You only have to lean forwards or backwards a little and this puts excess force on your spine, leaving you at risk of intervertebral disc trauma. Don’t risk it.
Switch for The suitcase carry. Your core does its best work when it’s resisting movement and stabilising your spine – help it by carrying a heavy dumbbell or kettlebell for 20m, switching hands and walking back. It’s great prep for heavy farmer’s walks.
Seated calf raises
The calf is made up of three main muscle groups: the medial and lateral gastrocnemius, and the smaller soleus. The first two are recruited more when the leg is straight, so seated raises won’t hit them as hard.
Switch for The donkey calf raise is a better option, but if you don’t have a machine – or a willing partner – switch to single-leg calf raises with your leg completely straight and a fingertip against the wall for balance.

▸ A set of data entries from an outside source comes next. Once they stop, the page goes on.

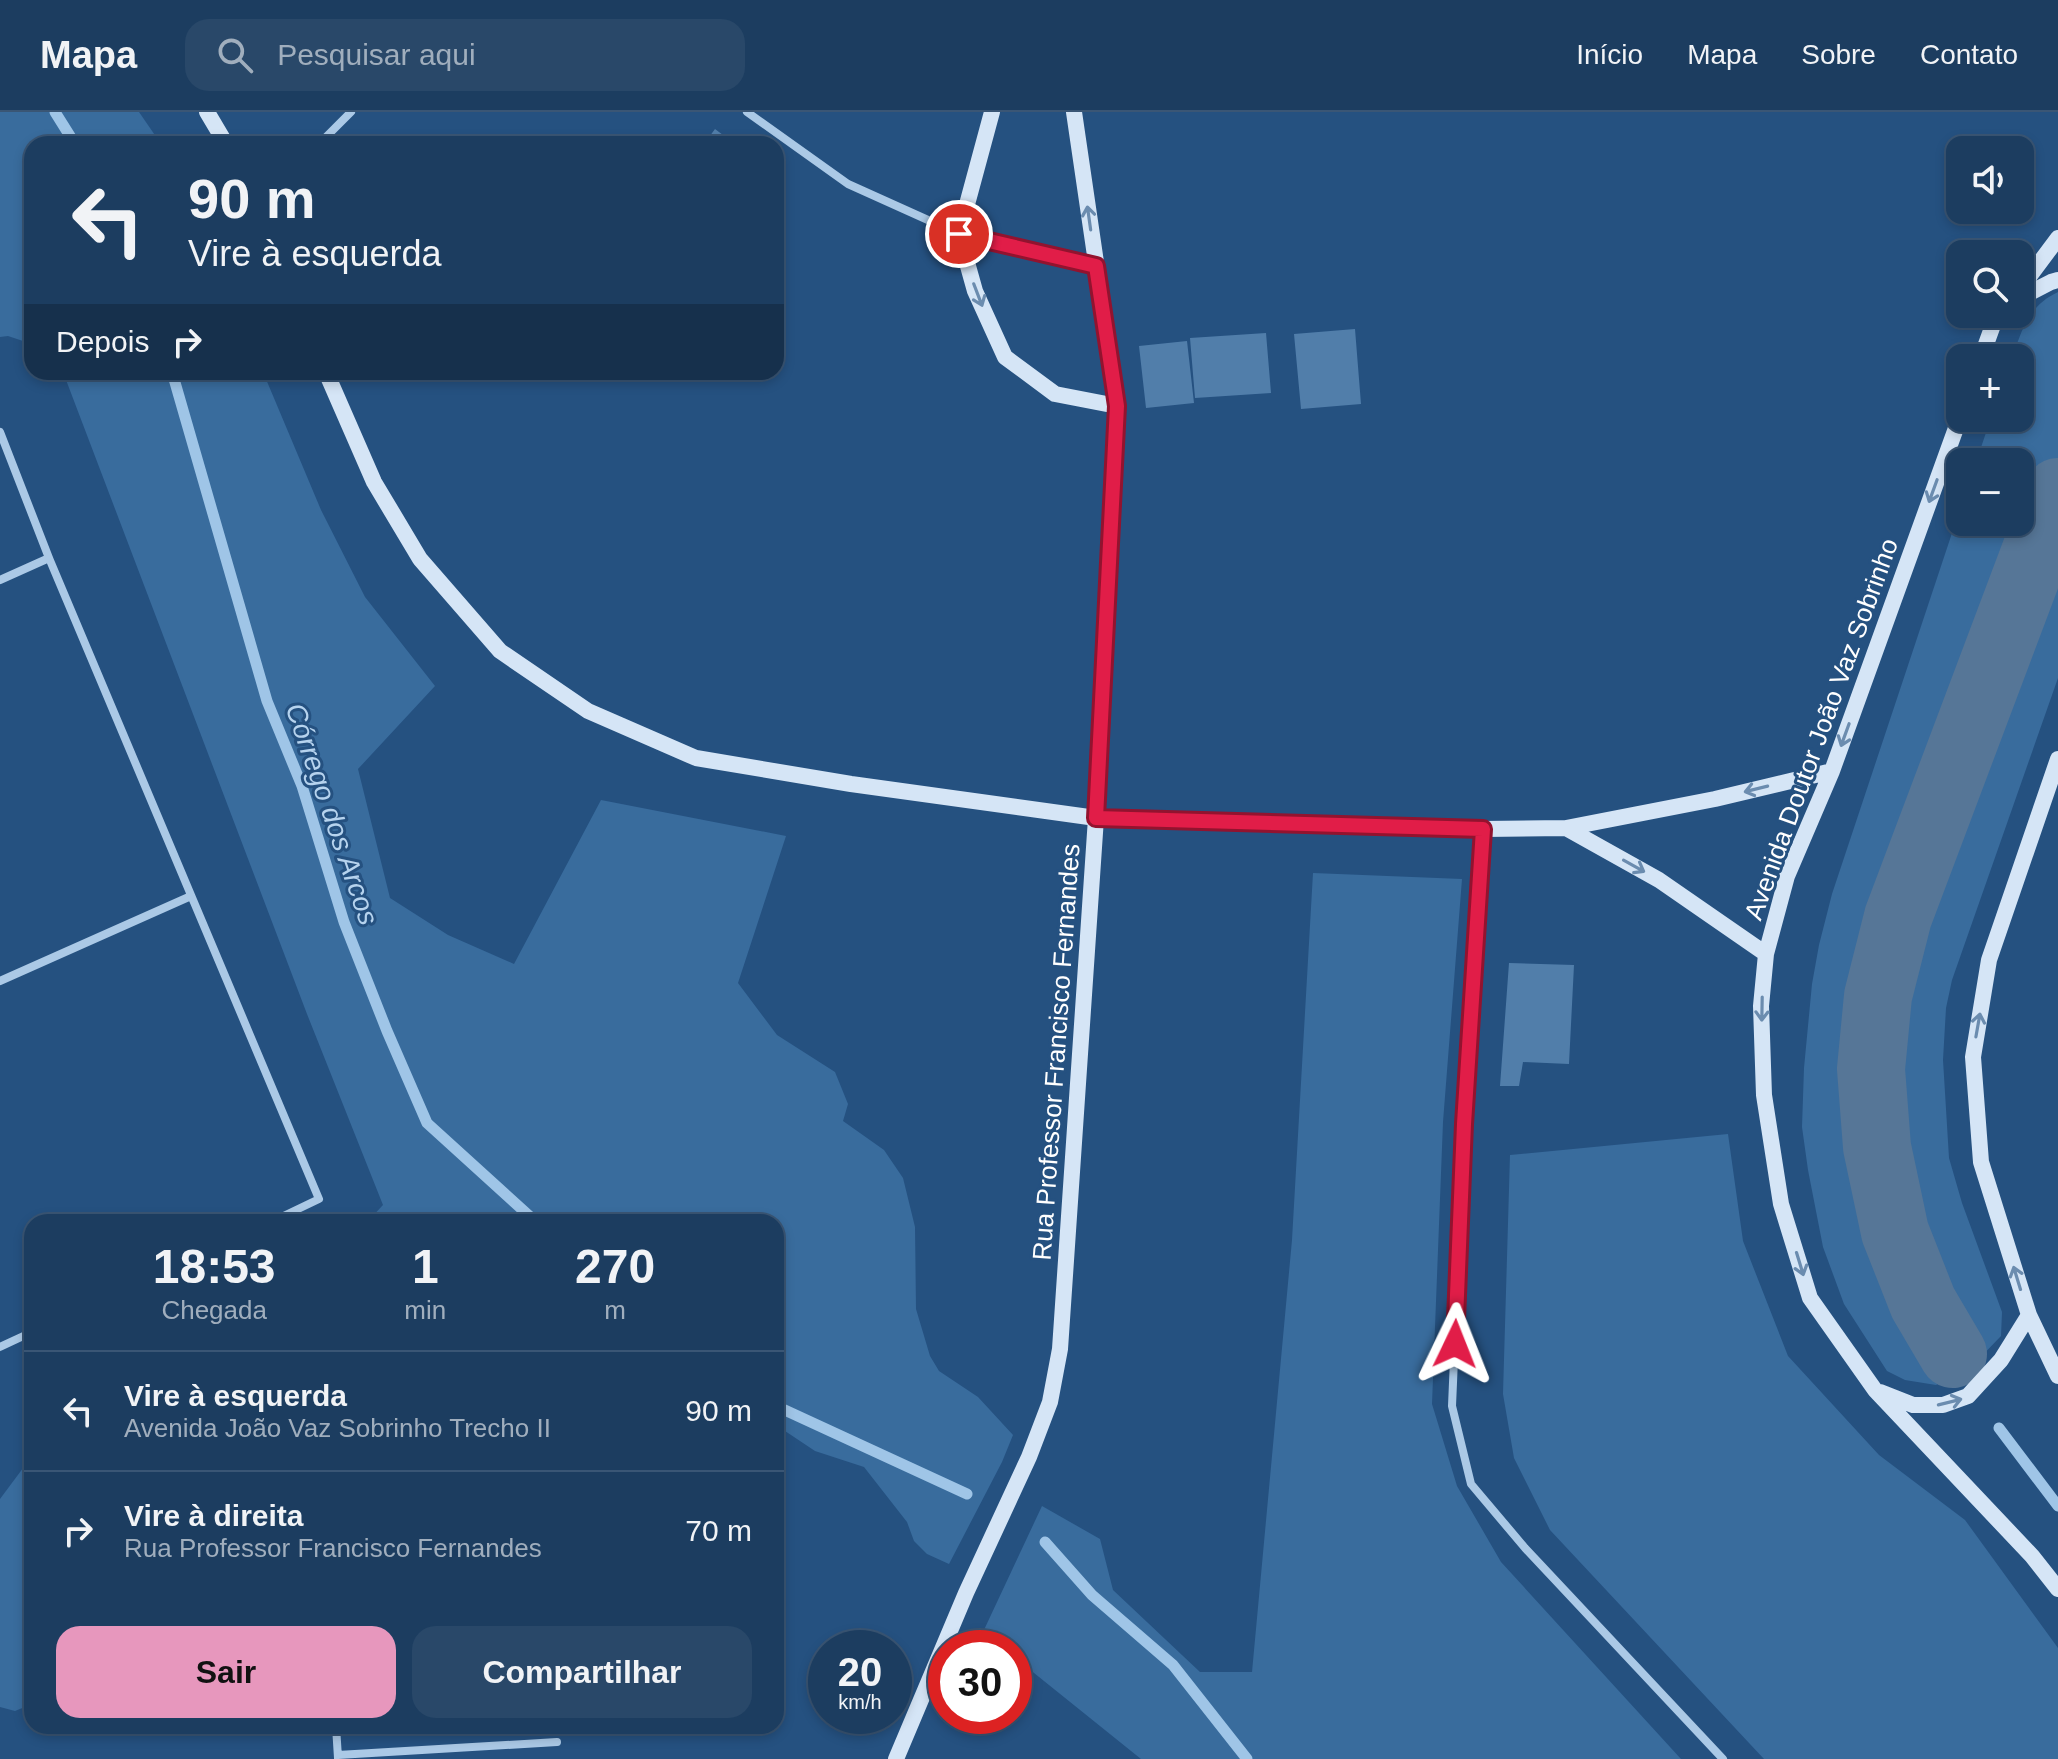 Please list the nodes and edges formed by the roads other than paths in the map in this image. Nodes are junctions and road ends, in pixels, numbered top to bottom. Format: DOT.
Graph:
graph roads {
  1 [pos="207,112"];
  2 [pos="351,112"];
  3 [pos="747,112"];
  4 [pos="992,112"];
  5 [pos="1074,112"];
  6 [pos="221,136"];
  7 [pos="327,136"];
  8 [pos="781,136"];
  9 [pos="784,138"];
  10 [pos="959,234"];
  11 [pos="2058,238"];
  12 [pos="1096,266"];
  13 [pos="2034,270"];
  14 [pos="2058,280"];
  15 [pos="2034,291"];
  16 [pos="329,380"];
  17 [pos="1117,406"];
  18 [pos="0,432"];
  19 [pos="1955,432"];
  20 [pos="49,558"];
  21 [pos="0,580"];
  22 [pos="2058,759"];
  23 [pos="1832,771"];
  24 [pos="1096,818"];
  25 [pos="1566,828"];
  26 [pos="1483,829"];
  27 [pos="191,896"];
  28 [pos="1766,954"];
  29 [pos="0,981"];
  30 [pos="288,1214"];
  31 [pos="2029,1315"];
  32 [pos="24,1336"];
  33 [pos="0,1347"];
  34 [pos="2058,1376"];
  35 [pos="1875,1390"];
  36 [pos="2058,1589"];
  37 [pos="337,1734"];
  38 [pos="557,1742"];
  39 [pos="338,1757"];
  40 [pos="896,1759"];
  41 [pos="1723,1759"];
  1 -- 6 [label="street"];
  2 -- 7 [label="street"];
  3 -- 8 [label="street"];
  4 -- 10 [label="street"];
  12 -- 5 [label="street, Rua Professor Francisco Fernandes, one-way"];
  9 -- 10 [label="street"];
  10 -- 12 [label="street"];
  10 -- 17 [label="street, one-way"];
  11 -- 13 [label="street"];
  12 -- 17 [label="street, Rua Professor Francisco Fernandes"];
  14 -- 15 [label="street"];
  16 -- 24 [label="street"];
  17 -- 24 [label="street, Rua Professor Francisco Fernandes"];
  18 -- 20 [label="street"];
  19 -- 23 [label="street, Avenida Doutor João Vaz Sobrinho, one-way"];
  20 -- 21 [label="street"];
  20 -- 27 [label="street"];
  31 -- 22 [label="street, one-way"];
  23 -- 25 [label="street, one-way"];
  23 -- 28 [label="street, Avenida Doutor João Vaz Sobrinho"];
  24 -- 26 [label="street"];
  24 -- 40 [label="street, Rua Professor Francisco Fernandes"];
  25 -- 26 [label="street"];
  25 -- 28 [label="street, one-way"];
  26 -- 41 [label="street"];
  27 -- 29 [label="street"];
  27 -- 30 [label="street"];
  28 -- 35 [label="street, Avenida Doutor João Vaz Sobrinho, one-way"];
  31 -- 34 [label="street"];
  35 -- 31 [label="street, one-way"];
  32 -- 33 [label="street"];
  35 -- 36 [label="street, Avenida Doutor João Vaz Sobrinho"];
  37 -- 39 [label="street"];
  38 -- 39 [label="street"];
}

The pull-up should be a full-body movement, where even your abs and glutes are creating tension to help brace your body for the movement. The machine won’t teach you to do that. It also lets you hold your body at slightly the wrong angle.
Switch for Smaller sets. If you can only do three or four pull-ups, then rather than using assistance to do more, do one or two at a time – either with 60-second rests, or throughout your day.
Lunges with anything
Yes, it seems like a time-saver, but unless you’ve got strong arms (or weak legs), there’s no way that a pair of dumbbells you can curl or press will provide enough load to work your legs.
Switch for Doing them separately. If you’re after a time-saving arms-and-legs combo, grab a heavy kettlebell in each hand, lunge for six reps on each leg, then do six kettlebell cleans. Repeat three times without putting the kettlebells down.
The idea behind holding your feet slightly off the ground is sound, but unless your pelvis stays correctly tilted, your core muscles can’t do the job – and the spine muscles come in to compensate.
Switch for The hollow-body hold. If you can’t keep your lower back flat against the floor for the leg hover, bring your legs higher off the ground and your shoulders up, with your hands above your head. Hold for 30 seconds, rest for 60.
Yes, they feel like they’re stimulating your traps and delts – but they’re also aggravating any existing shoulder issues you have, by mashing your shoulder’s bony acromion process against the tendons of your rotator cuff. For most people, it’s not worth the pain.
Switch for Trap bar shrugs. They’ll allow you to load up and hit your traps harder, and the neutral grip means putting your shoulders under less stress.